## Instructions to follow
Your task is to copy each line of the listing that contains the word "lane".

### Records shown

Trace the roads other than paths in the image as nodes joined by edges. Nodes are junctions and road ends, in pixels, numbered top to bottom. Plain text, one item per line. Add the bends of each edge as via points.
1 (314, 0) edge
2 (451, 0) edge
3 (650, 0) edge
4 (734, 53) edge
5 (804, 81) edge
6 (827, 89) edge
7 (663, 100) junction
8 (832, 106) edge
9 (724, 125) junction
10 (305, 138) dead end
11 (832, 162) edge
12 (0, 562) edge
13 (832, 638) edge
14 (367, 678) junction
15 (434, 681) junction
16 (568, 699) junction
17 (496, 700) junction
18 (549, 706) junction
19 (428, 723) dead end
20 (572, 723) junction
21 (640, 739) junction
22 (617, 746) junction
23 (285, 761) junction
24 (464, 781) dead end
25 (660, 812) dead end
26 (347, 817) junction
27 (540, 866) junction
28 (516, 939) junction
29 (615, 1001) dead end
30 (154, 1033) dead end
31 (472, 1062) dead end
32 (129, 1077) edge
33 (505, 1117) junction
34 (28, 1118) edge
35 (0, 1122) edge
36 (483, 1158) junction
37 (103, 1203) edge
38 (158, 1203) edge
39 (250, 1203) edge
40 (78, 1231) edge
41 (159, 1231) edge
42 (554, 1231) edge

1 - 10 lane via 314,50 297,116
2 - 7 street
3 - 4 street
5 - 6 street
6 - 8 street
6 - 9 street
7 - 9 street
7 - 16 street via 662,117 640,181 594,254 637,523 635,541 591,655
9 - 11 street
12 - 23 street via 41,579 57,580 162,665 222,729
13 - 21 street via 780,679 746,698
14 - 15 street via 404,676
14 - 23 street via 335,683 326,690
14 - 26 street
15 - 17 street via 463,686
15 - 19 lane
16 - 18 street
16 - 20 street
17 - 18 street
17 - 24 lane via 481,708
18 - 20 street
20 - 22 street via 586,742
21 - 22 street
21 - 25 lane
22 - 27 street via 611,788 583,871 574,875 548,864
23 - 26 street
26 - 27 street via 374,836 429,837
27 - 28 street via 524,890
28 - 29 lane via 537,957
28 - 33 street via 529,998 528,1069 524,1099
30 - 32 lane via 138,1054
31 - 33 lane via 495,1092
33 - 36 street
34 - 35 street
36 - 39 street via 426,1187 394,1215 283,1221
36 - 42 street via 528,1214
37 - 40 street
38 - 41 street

######

## Answer for the task
1 - 10 lane via 314,50 297,116
15 - 19 lane
17 - 24 lane via 481,708
21 - 25 lane
28 - 29 lane via 537,957
30 - 32 lane via 138,1054
31 - 33 lane via 495,1092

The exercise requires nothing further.